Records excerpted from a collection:
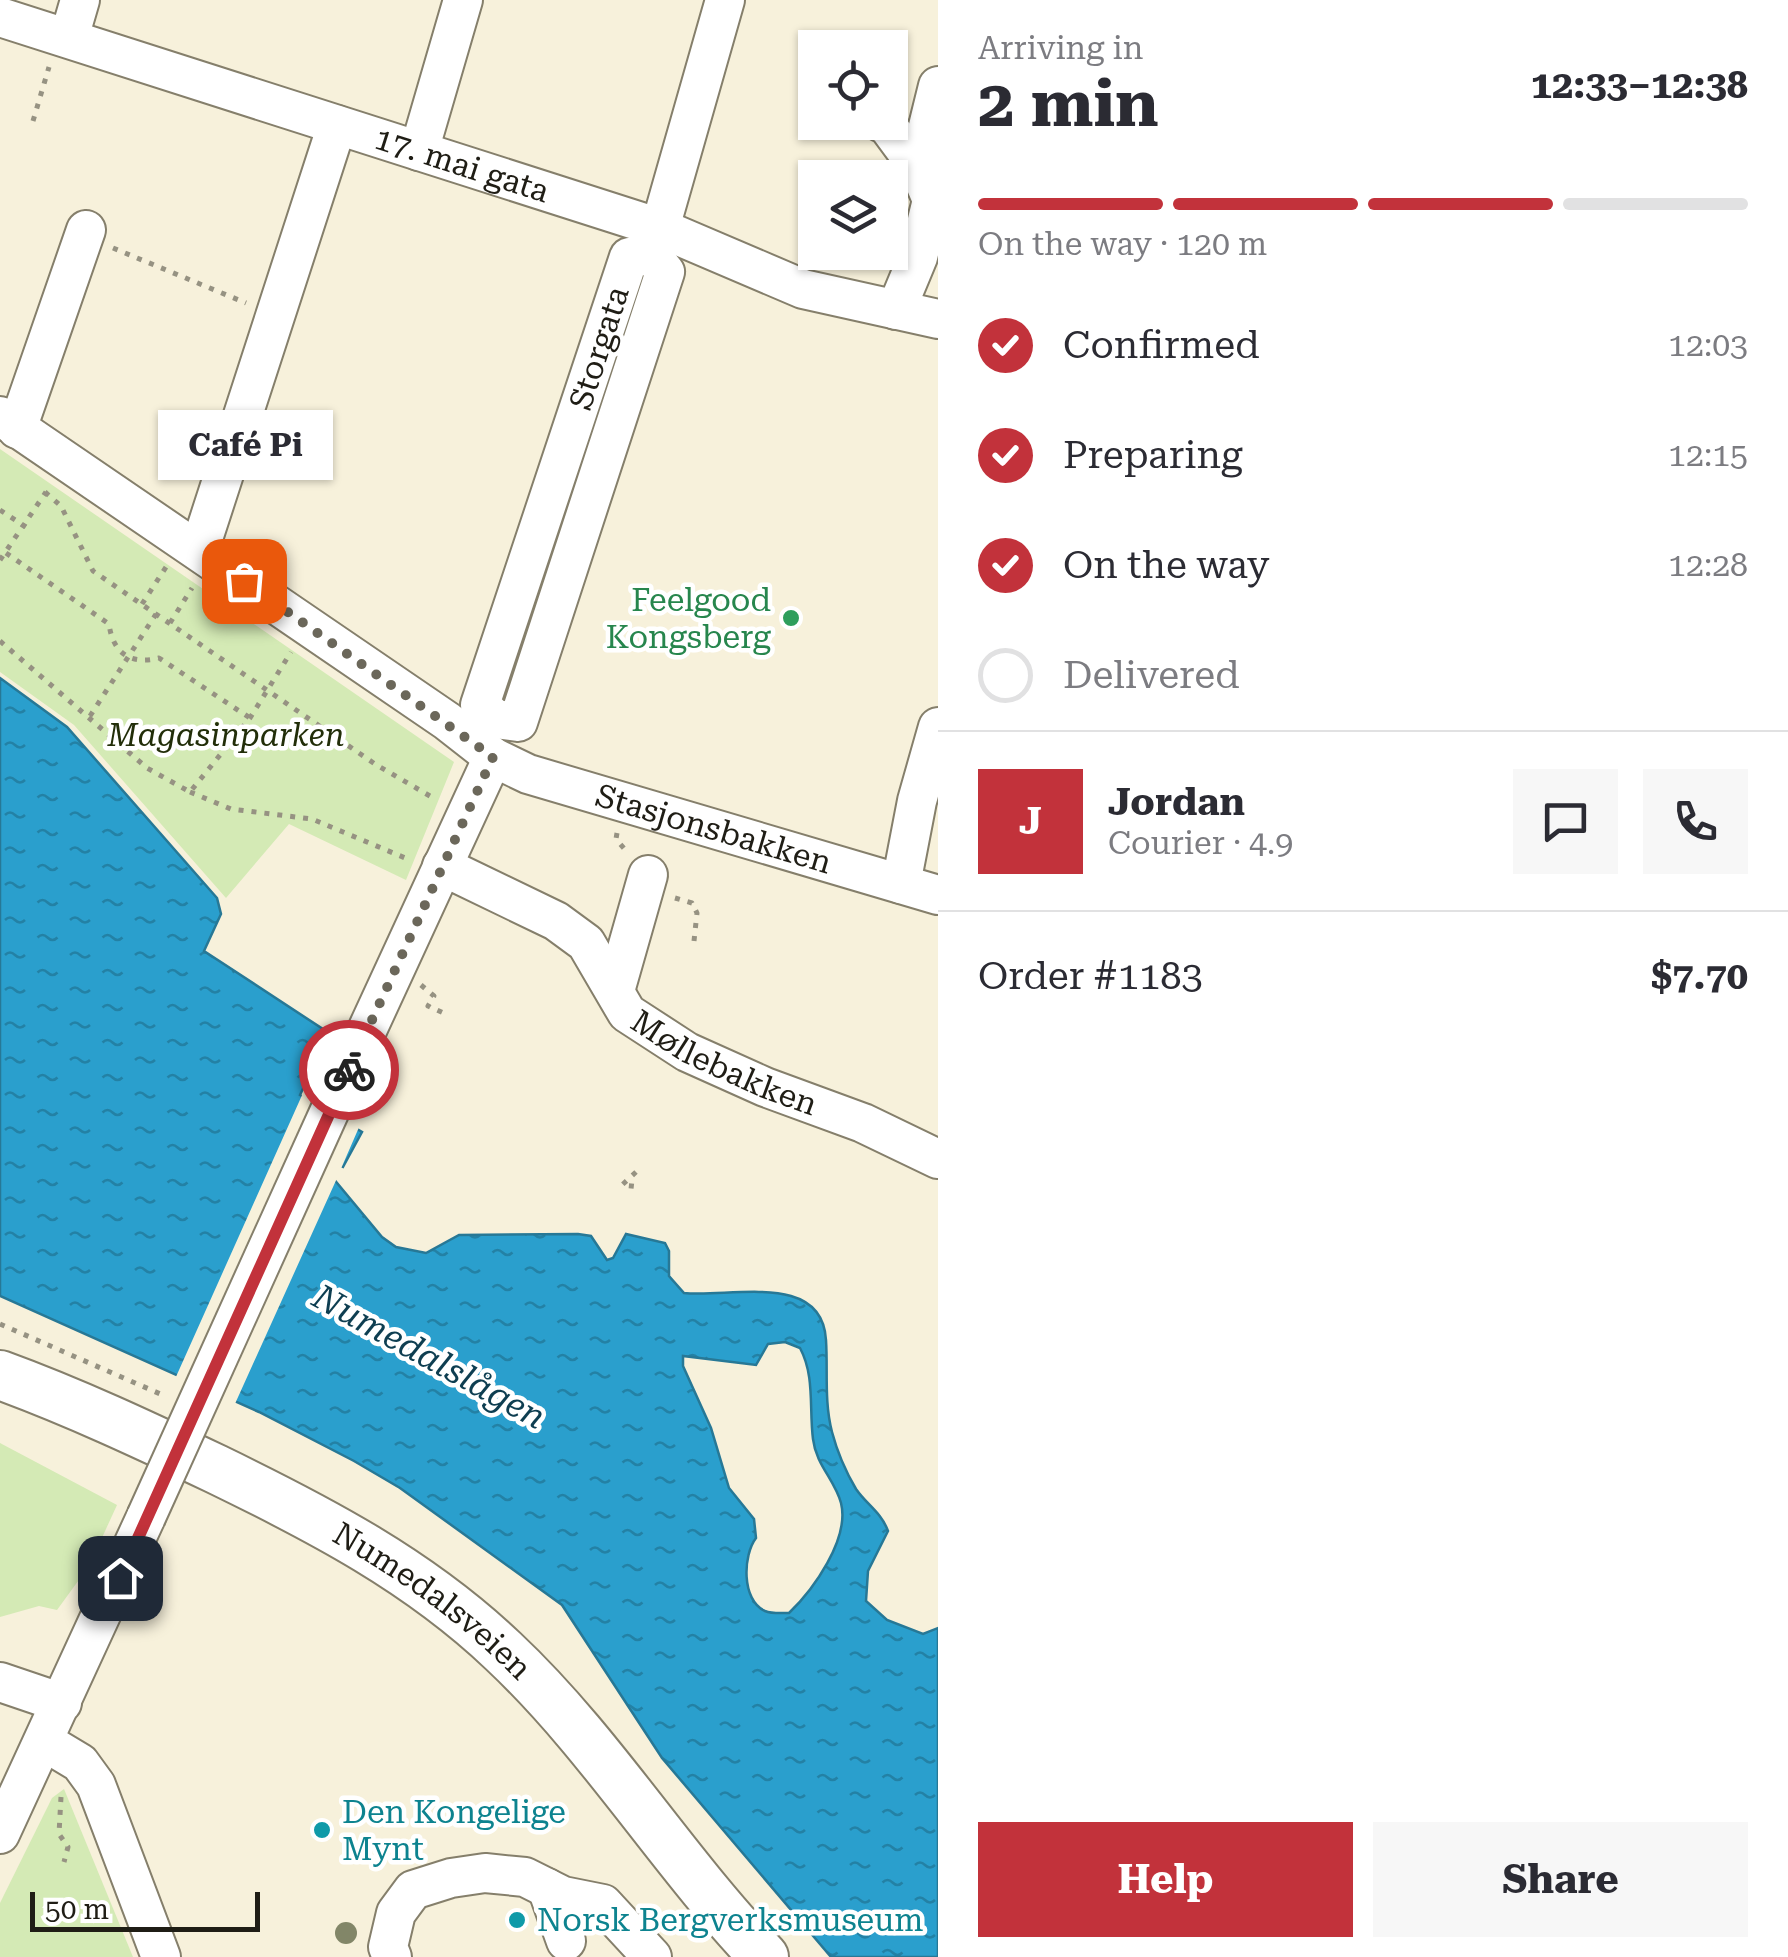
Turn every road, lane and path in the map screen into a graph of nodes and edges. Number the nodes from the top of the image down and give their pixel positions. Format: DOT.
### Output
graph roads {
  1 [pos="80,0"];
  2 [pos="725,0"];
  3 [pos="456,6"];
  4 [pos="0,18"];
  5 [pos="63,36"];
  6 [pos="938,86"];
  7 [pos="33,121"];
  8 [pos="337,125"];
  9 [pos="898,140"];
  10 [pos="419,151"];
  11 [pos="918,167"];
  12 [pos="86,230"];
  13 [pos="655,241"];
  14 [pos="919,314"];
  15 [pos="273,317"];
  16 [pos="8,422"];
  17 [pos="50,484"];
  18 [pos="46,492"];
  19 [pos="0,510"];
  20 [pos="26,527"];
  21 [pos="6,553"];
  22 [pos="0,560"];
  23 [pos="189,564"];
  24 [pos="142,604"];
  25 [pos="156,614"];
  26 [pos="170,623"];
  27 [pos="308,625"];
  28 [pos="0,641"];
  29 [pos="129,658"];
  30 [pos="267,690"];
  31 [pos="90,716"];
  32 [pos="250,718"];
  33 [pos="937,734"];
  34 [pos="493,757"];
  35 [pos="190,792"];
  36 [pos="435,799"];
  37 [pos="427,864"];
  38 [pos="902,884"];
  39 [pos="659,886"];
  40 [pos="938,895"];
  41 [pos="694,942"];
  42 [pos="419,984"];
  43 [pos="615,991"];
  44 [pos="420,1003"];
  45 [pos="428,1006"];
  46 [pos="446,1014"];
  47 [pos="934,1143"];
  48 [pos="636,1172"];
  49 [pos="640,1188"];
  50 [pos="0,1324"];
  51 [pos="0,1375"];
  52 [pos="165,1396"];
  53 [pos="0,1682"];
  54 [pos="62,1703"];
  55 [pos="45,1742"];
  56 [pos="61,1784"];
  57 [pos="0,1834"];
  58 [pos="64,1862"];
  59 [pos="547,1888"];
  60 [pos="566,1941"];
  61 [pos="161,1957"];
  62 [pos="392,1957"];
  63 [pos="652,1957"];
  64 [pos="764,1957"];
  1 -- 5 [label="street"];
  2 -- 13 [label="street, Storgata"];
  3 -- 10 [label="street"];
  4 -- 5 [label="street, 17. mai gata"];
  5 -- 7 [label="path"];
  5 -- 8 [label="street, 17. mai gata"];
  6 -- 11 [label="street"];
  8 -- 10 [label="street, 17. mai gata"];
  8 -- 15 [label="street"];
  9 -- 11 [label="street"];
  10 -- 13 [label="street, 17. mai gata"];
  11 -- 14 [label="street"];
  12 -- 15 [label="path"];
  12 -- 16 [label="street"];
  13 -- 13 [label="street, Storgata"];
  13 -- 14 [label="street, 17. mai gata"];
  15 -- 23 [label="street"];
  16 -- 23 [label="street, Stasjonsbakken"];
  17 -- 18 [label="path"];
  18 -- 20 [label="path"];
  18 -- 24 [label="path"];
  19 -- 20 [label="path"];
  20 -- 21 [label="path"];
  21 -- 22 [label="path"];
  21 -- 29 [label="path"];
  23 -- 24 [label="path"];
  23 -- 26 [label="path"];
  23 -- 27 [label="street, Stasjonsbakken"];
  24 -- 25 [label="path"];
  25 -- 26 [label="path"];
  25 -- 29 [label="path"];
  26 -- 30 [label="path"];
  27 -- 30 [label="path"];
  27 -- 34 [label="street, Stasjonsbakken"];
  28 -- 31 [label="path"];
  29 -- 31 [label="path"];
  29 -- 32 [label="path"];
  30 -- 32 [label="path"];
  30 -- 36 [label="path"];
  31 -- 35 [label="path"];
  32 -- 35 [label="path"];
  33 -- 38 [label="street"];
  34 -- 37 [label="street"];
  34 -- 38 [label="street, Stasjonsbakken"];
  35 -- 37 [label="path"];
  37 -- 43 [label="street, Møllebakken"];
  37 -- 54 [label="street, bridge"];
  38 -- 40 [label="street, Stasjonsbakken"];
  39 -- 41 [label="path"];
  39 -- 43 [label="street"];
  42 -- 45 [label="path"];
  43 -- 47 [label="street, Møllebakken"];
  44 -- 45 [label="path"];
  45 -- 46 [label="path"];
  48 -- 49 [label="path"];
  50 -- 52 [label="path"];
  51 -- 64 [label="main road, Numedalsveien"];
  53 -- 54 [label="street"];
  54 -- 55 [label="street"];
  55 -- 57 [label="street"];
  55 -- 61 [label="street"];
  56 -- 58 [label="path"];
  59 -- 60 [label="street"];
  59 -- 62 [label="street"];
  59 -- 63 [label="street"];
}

> [ABOUT THIS TASK]:
Only the lines with "Møllebakken" are needed; find them in the records and copy each one.

> [ANSWER BELOW]:
  37 -- 43 [label="street, Møllebakken"];
  43 -- 47 [label="street, Møllebakken"];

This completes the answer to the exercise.